This involvement of the Italian Socialist Party (Partito Socialista Italiano) and the PCI in the ‘regime’ was read in retrospect by the Radicals as a ‘natural outcome’ of a process that, throughout the twentieth century, had led the state to expand its functions and spheres of intervention at the economic and social levels. Combined with this had been the institutionalisation and expansion of the role of political parties, which conceived of themselves more and more as part of the state itself and less and less as ‘vehicles for the representation within the institutions of the demands of social groups’ (Corleone et al. Reference Corleone, Panebianco, Strik Lievers and Teodori1978, 18). The formation and channelling of political demands had become distorted by the increasing organisation of consensus from the top down. However, this development, typical of advanced industrial countries, had accentuated the illiberal and corporatist features of Italian politics, and had involved all the parties of the so-called constitutional arch. Within this system, according to the Radicals, the DC and the PCI had predominant roles and were committed to intensifying and dividing up control over every economic, social and institutional aspect (the process known as lottizzazione), and claimed that political mediation was the exclusive responsibility of the political parties represented in parliament.

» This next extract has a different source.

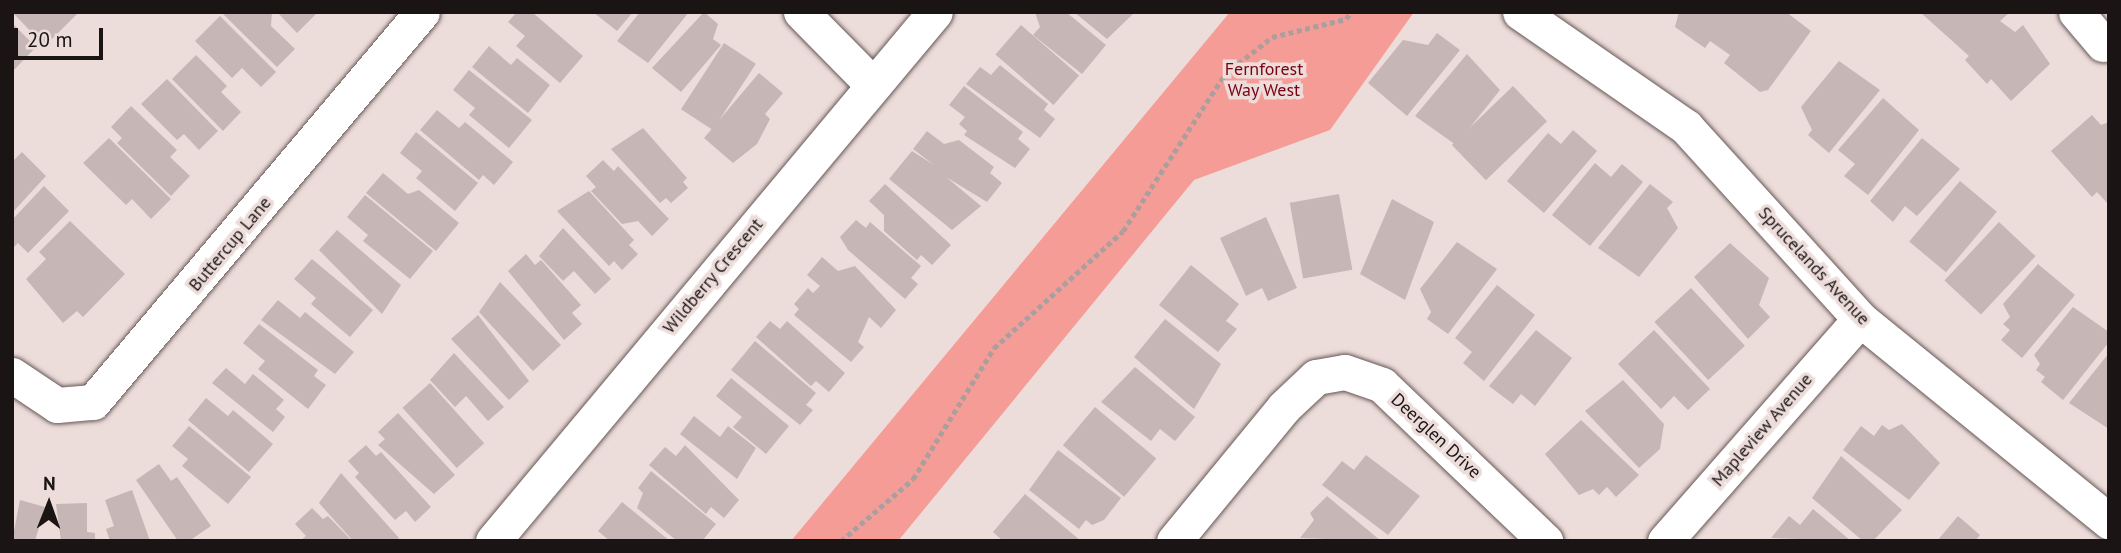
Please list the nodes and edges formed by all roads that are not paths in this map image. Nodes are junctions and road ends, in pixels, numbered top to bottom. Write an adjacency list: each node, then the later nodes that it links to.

In the early 1980s, criticism of what was now called the ‘partitocratic’ or ‘syndicalistic’ approach to democracy’ intensified (Notizie Radicali 1984). In the Radicals' eyes, the margins of democracy in Italy were shrinking and partitocracy had emptied the constitution. In a context that they read as one of total closure of the ‘regime’, the Radicals insisted on their own distinctiveness from other political forces, on the difference of a party ‘which did not play the game’, which intended to represent the diversity of the country's real politics as opposed to that represented in parliament, and which intended to provide a political outlet for the Italian public's estrangement, not so much from politics as from those specific political forces. Yet, in a few years, they drew up a reform of the Italian political system centred on a political proposal: the introduction of the one-round majority electoral system. The ‘British electoral system’ would transform the relationship between citizens and parties, lead to changes in the political parties themselves, trigger a dynamic of alternation in government between majority and opposition, but also push the PR itself to join forces with other parties to win in individual constituencies (Bonfreschi Reference Bonfreschi2023).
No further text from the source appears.